It can be seen that \(\left( \lambda _{1},\lambda _{2},\lambda _{3}\right) \) are the principal stretches which can be computed based on the imposed displacement on RVE. Correspondingly, the homogenized second PK stress can be computed by

$$\begin{aligned} \bar{\mathbf {S}}=S_{1}\mathbf {e}_{1}\otimes \mathbf {e}_{1}+S_{2}\mathbf {e} _{2}\otimes \mathbf {e}_{2}+S_{3}\mathbf {e}_{3}\otimes \mathbf {e}_{3} \end{aligned}$$
(2)

with

$$\begin{aligned} S_{1}= & {} \frac{1}{\lambda _{1}L_{y}L_{z}}\int _{0}^{L_y}\int _{0}^{L_z}t_{1}dYdZ, \qquad \end{aligned}$$
(3)
$$\begin{aligned} S_{2}= & {} \frac{1}{\lambda _{2}L_{x}L_{z}}\int _{0}^{L_x}\int _{0}^{L_z}t_{2}dXdZ, \end{aligned}$$
(4)
$$\begin{aligned} S_{3}= & {} \frac{1}{\lambda _{3}L_{x}L_{y}}\int _{0}^{L_x}\int _{0}^{L_y}t_{3}dXdY \end{aligned}$$
(5)

Here \(t_{1},\)\(t_{2}\) and \(t_{3}\) are traction forces on the outer boundary of the RVE and can be numerically computed from the nodal reaction force. It has shown by many studies that the proportional ratio of Cauchy stresses can be realized even under the displacement controlled loading [28,29,30,31].

2.2 Data of stress-strain in principal space by RVE

Based on the homogenization theory, the data of stress-strain in principal space can be generated. Two RVEs are used in the present work (Fig. 1b). One is without any microstructure and the other with a void at the center. The one without the microstructure is easy for us to compare with the existing models to verify the accuracy and effectiveness of the proposed method. The material law for a RVE with the void is not known in prior. It can help to further test the predicability of the proposed method.

Table 1 14 and 7 sets of loading paths with constant ratios between Cauchy stress components to generate the data of principal components of the second PK stress and principal stretch components

The reference material models of neo-Hookean model for nonlinear elastic material with \(\mu = 2\), \(D_{m}=0.1\) and Arruda–Boyce model with parameters \(\mu =2\), \(D_{m}=0.1\) and \(\lambda _m = 7\) are adopted in this work.
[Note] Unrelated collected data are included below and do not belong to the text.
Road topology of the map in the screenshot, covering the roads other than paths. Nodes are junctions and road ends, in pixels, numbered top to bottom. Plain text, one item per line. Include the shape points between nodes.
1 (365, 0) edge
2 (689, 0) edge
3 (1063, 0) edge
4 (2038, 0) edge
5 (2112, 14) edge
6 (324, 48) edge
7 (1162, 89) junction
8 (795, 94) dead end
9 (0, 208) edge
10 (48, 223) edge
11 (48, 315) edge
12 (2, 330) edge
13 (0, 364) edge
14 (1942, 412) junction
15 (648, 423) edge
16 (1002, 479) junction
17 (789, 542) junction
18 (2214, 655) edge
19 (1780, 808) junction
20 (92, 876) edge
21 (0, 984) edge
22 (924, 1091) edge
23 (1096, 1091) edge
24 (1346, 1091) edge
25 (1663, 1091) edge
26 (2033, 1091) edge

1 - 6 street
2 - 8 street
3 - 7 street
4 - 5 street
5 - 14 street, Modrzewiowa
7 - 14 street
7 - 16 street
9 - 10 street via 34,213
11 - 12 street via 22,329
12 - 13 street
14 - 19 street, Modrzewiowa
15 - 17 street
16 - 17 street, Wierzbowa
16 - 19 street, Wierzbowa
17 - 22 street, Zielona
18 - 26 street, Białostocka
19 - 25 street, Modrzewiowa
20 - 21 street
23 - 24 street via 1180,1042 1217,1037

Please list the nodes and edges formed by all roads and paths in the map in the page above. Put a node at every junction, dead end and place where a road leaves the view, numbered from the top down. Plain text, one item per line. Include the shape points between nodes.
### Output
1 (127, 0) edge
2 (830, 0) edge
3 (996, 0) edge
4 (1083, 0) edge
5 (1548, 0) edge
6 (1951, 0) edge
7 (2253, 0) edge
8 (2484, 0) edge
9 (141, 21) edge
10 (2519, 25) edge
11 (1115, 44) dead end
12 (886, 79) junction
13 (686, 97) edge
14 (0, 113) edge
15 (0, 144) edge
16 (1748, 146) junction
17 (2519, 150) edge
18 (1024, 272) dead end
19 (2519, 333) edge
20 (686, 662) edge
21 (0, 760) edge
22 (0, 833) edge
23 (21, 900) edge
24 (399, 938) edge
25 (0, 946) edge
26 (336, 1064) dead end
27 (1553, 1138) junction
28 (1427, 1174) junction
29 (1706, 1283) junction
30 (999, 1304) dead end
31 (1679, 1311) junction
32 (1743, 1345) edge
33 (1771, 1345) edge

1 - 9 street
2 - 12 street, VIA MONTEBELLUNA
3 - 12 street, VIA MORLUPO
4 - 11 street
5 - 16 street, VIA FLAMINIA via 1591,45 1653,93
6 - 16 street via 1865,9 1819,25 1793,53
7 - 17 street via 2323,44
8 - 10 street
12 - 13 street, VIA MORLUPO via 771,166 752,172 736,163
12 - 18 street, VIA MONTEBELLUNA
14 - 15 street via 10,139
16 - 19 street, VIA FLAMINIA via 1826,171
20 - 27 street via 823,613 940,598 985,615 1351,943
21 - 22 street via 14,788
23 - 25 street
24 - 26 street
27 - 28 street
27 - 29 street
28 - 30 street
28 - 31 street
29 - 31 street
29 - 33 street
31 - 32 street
The elastic deformation energy of neo-Hookean model and Arruda–Boyce model are

$$\begin{aligned} W=\frac{\mu }{2}(\bar{I}_{1}-3)+\frac{1}{D_{m}}(J-1)^{2} \end{aligned}$$

and

$$\begin{aligned} W= & {} \mu \left\{ \frac{1}{2}(\bar{I}_{1}-3)+\frac{1}{20\lambda _{m}^{2}}(\bar{I} _{1}^{2}-9)+\frac{11}{1050\lambda _{m}^{4}}(\bar{I}_{1}^{3}-27) \right. \\&\left. +\frac{19}{7000\lambda _{m}^{6}}(\bar{I}_{1}^{4}-81)+\frac{519}{ 673750\lambda _{m}^{8}}(\bar{I}_{1}^{5}-243)\right\} \\&+\frac{1}{D_{m}}\left( \frac{J^{2}-1}{2}-\ln J\right) \end{aligned}$$

respectively where \(\bar{I}_{1}=J^{-\frac{2}{3}}(\lambda _{1}^2+\lambda _{2}^2+\lambda _{3}^2)\), \(J=\det (\mathbf {F})\) and \(\mathbf {F}\) is the deformation gradient. The stress can be derived from the deformation energy based on the classical continuum mechanics [32].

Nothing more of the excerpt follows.